Un urlo disumano, risuonò improvvisamente per i corridoi silenziosi, non una guardia presidiava quell’ala del palazzo e Ivory fu l’unico ad udirlo. Il sangue gli ghiacciò nelle vene: aveva riconosciuto la voce di Brandbury.
Si precipitò verso il luogo da cui era provenuta e non appena aprì la porta della stanza da letto della regina, rimase pietrificato dalla scena che gli si parò davanti: Brandbury era riverso sul letto, sotto di lui sbocciavano fiori cremisi che insanguinavano le lenzuola, gli occhi e la bocca erano spalancati in un muto grido di sorpresa. Sopra di lui, torreggiava la Regina Bianca, simile all’angelo della morte: la pelle era di un pallore cadaverico e i lunghi capelli rossi simili a fili di sangue strisciavano sull’abito crema, su cui fiorivano gocce amaranto; tra le mani stringeva un lungo spillone, di quelli che si usavano per fermare i cappelli.

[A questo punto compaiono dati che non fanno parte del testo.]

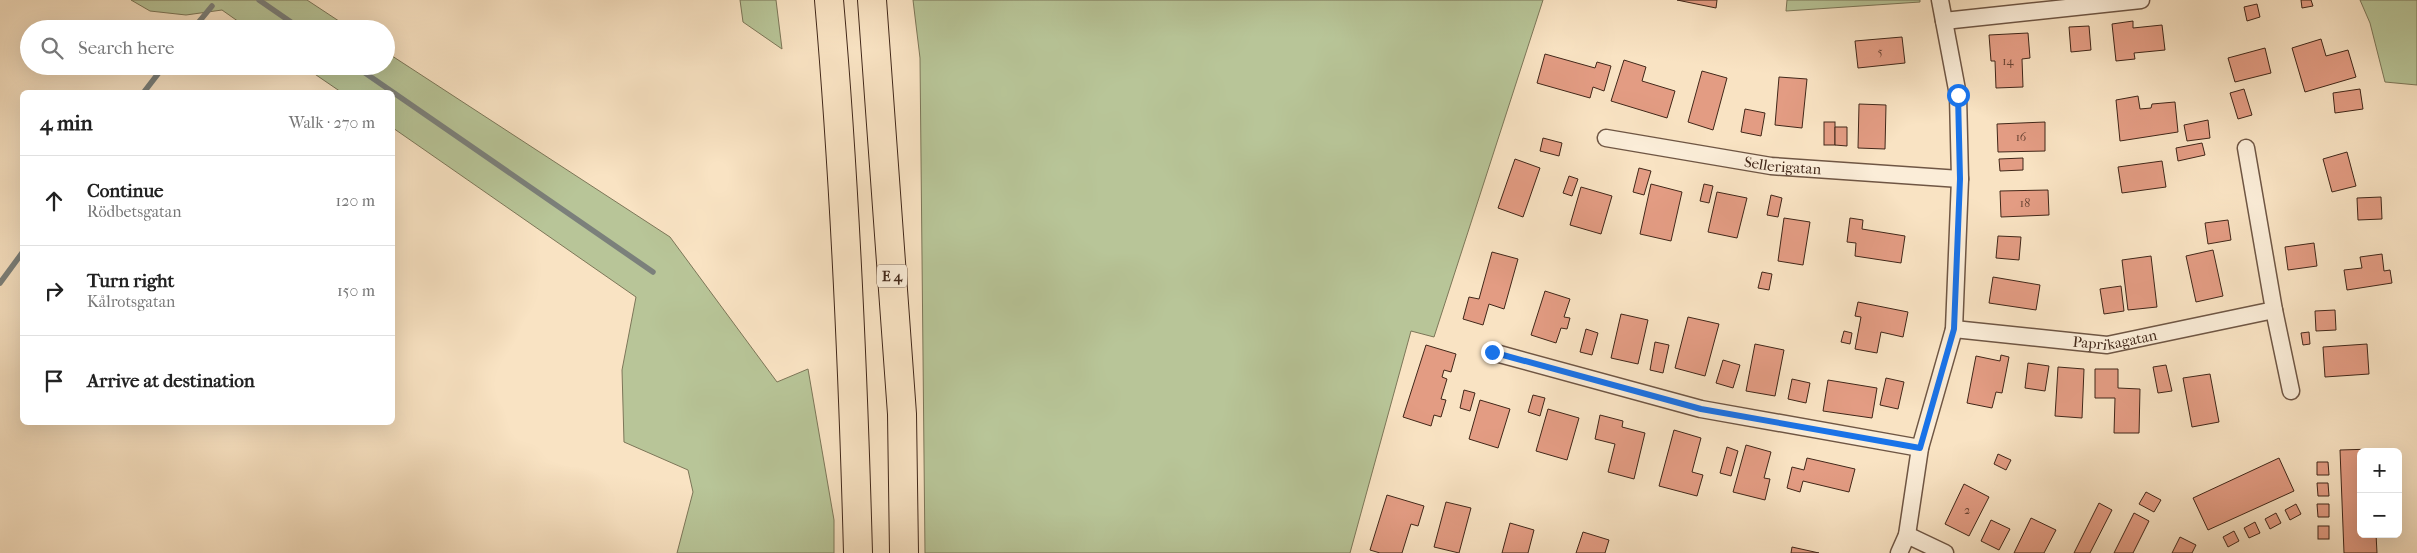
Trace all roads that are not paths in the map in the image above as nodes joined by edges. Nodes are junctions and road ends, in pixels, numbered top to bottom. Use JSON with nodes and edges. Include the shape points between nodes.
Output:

La donna si voltò, aveva gli occhi rossi e gonfi e calde lacrime rigavano le guance, sciogliendo il trucco. Aveva un aspetto diverso, non solo per il fatto che fosse sfatto e distrutto, ma pareva più maturo, quasi che in una notte fossero trascorsi dieci anni: il suo viso aveva perso la freschezza e l’innocenza infantile, ed era diventato più simile a quello di una donna che aveva superato l’acerba indecisione delle forme della giovinezza.
«Non volevo» mormorò, guardando inorridita le proprie mani e lo spillone macchiato di sangue, con cui aveva squarciato la gola del ragazzo. 
«Non volevo» ripeté meccanicamente, con voce atona e flebile. Aveva cominciato a tremare vistosamente e lo spillone le cadde dalle dita frementi con un tintinnio cristallino, che risuonò lugubre nel silenzio tombale della stanza.
«Non volevo!» urlò infine, tremando convulsamente, «Ma ho dovuto! Ne avevo bisogno! Lo specchio, lo specchio ne aveva bisogno! E io avevo bisogno dello specchio!»
Ivory temette che avesse perso completamente la ragione e stesse vaneggiando. La vide incespicare verso la parete dove era appeso uno specchio quadrangolare dall’elaborata cornice dorata e la superficie leggermente ossidata; era un oggetto piuttosto squallido e banale, ma pareva avere una grande importanza per la donna.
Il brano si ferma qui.